++++ Record extracts ++++

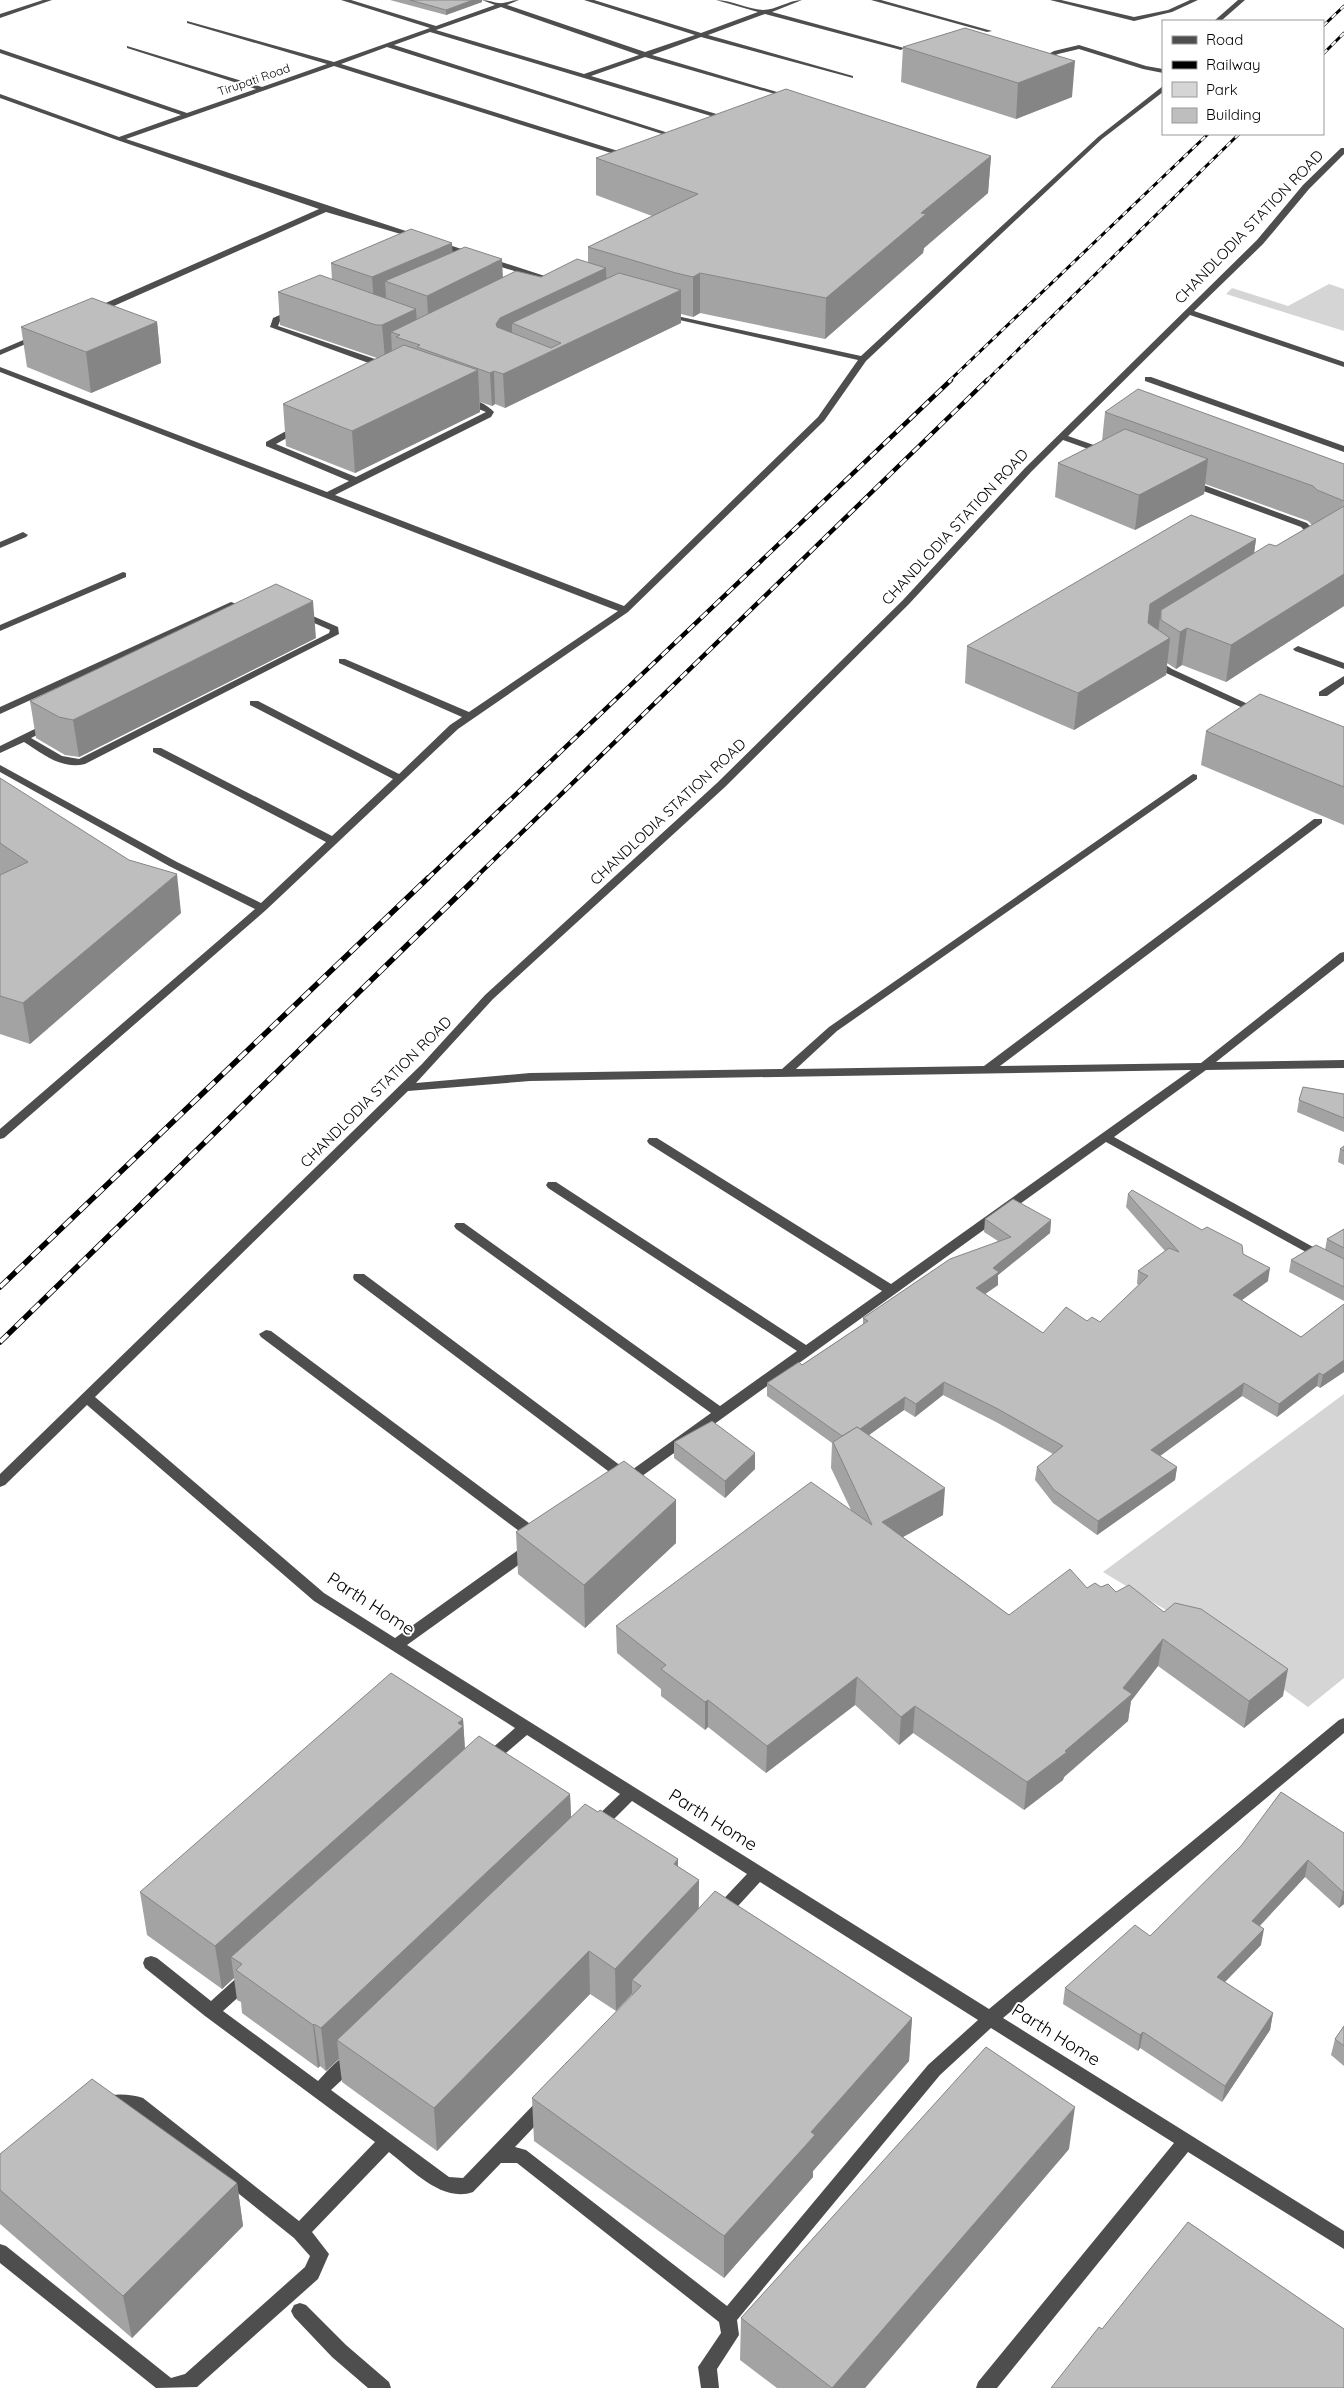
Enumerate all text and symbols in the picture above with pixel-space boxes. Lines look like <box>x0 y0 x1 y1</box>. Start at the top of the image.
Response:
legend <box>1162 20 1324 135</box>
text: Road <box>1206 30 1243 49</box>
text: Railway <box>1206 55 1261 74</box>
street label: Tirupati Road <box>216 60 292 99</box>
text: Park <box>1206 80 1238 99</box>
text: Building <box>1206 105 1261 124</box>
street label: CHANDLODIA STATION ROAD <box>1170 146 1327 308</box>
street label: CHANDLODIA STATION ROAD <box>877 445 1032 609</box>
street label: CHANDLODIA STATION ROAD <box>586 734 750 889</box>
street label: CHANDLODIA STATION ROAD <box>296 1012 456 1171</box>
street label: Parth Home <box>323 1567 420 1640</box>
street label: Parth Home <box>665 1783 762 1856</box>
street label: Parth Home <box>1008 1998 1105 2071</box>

++++

* Description of the task:
The answer is the full listing above, reproduced character for character, minus its images.

* Output of the exercise:
Enumerate all text and symbols in the picture above with pixel-space boxes. Lines look like <box>x0 y0 x1 y1</box>. Start at the top of the image.
Response:
legend <box>1162 20 1324 135</box>
text: Road <box>1206 30 1243 49</box>
text: Railway <box>1206 55 1261 74</box>
street label: Tirupati Road <box>216 60 292 99</box>
text: Park <box>1206 80 1238 99</box>
text: Building <box>1206 105 1261 124</box>
street label: CHANDLODIA STATION ROAD <box>1170 146 1327 308</box>
street label: CHANDLODIA STATION ROAD <box>877 445 1032 609</box>
street label: CHANDLODIA STATION ROAD <box>586 734 750 889</box>
street label: CHANDLODIA STATION ROAD <box>296 1012 456 1171</box>
street label: Parth Home <box>323 1567 420 1640</box>
street label: Parth Home <box>665 1783 762 1856</box>
street label: Parth Home <box>1008 1998 1105 2071</box>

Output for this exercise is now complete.